可能是剛摘下很澀,放一放就好吃了。
南意神秘兮兮地餵了馬喜鳳一口,馬喜鳳眼前一亮,小聲和她說道:“這果子別和別人說,咱娘倆吃。”
有好吃的當然要佔為己有,馬喜鳳的字典裡從來沒有分享這個詞。
南意會分給李家其他人一些東西,但都是她不想要的。
雖然是不想要的東西,但對李家人來說,哪怕收到南意打算扔的果皮都是她太懂事想要放在屋內淨化空氣。
不管她做什麼,李家人都能在心裡自動腦補出來理由。
南意正摘著果子,旁邊突然傳來一道聲音。
“這果子不能多吃,會上火的。”
誰這麼愛操心?
南意側頭,看到了一個從沒見過的人。
對方濃眉大眼,小麥色的皮膚應該是被風吹日曬的,看起來沒什麼心眼。
“哦。”南意點點頭,但手上的動作依舊沒停。
他說他的,她幹她的。
“同志,你知道從哪下山是到知青點嗎?我上山來撿柴火,不小心迷路了。”對方撓了撓頭,怕南意不相信,又補充道,“我叫江衛民,是村裡剛來的知青。”
說完,他將自己背上的筐子拿了下來,裡面裝滿了柴火。
江衛民主動攬下了撿柴火的任務,結果忘了自己人生地不熟,加上他本來就有點不認路,在這轉了好幾圈都沒找到該怎麼下去。
眼下在這看到了活人,他不禁鬆了口氣。
終於不用擔心晚上會在山上過夜了,他原本還在想若是晚飯時知青們看不到自己會不會出來找他,剛來第一天就惹禍。
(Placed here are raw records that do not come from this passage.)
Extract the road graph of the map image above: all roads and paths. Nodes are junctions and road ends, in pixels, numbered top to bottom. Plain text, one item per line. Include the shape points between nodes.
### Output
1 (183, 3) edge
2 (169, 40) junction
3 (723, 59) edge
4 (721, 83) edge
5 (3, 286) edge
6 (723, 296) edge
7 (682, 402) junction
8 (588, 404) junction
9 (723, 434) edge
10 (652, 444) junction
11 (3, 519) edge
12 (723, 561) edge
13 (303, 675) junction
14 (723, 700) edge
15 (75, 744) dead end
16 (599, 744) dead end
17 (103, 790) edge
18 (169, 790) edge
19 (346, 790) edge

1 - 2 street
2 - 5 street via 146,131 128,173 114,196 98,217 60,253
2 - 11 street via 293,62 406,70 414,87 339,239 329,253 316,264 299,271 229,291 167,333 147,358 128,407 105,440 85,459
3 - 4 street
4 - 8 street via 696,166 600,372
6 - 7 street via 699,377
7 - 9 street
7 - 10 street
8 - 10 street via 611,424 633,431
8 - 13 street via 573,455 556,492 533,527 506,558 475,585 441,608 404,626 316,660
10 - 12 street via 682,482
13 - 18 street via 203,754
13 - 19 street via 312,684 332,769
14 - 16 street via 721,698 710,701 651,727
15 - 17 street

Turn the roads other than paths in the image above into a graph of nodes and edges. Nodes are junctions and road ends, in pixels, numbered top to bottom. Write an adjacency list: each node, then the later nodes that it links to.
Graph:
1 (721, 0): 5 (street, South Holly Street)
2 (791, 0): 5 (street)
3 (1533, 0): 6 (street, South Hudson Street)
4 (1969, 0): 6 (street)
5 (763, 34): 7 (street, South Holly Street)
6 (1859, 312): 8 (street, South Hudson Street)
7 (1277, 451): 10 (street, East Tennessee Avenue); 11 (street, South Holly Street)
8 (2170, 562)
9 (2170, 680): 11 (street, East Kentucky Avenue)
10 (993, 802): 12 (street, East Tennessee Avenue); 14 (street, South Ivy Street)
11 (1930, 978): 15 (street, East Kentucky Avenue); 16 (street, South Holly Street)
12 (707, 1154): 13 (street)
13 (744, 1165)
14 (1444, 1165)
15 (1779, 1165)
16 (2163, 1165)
南意指了指右邊:“你一直走,走到第三條小路從那下去,走上大概一百米往右邊走……”
山上的路不太好走,加上她為了摘果子特地選了一個稍微偏點的地方。
南意講完,但瞧著對方神色似乎有些懵,估計是沒聽清。
“那個,同志……”江衛民有些不好意思地問道,“路口有沒有什麼標誌?北是路的左邊還是右邊,抱歉我分不清。”
今日是陰天,江衛民沒辦法看落日分辨方向。
“到路口你看著第一家房子門口,然後往左面走是北。”
瞧著對方迷茫不像是作假,南意還拿樹枝在地上給他畫了畫。
看在他臉的份上,勉強幫他一次。
“謝謝同志,我記住了。”江衛民仔細將南意畫的路記下,他掏了掏口袋原本想要給她些糖作為謝禮,結果忘記自己口袋的糖昨天在村口全給了一個大娘。
“我出門沒帶什麼東西,改天我再給同志送去。”江衛民這才想起自己不知道對方叫什麼,“冒昧問一下,同志你叫什麼?只告訴我你家在哪也行,我怕到時候不知道去哪感謝你。”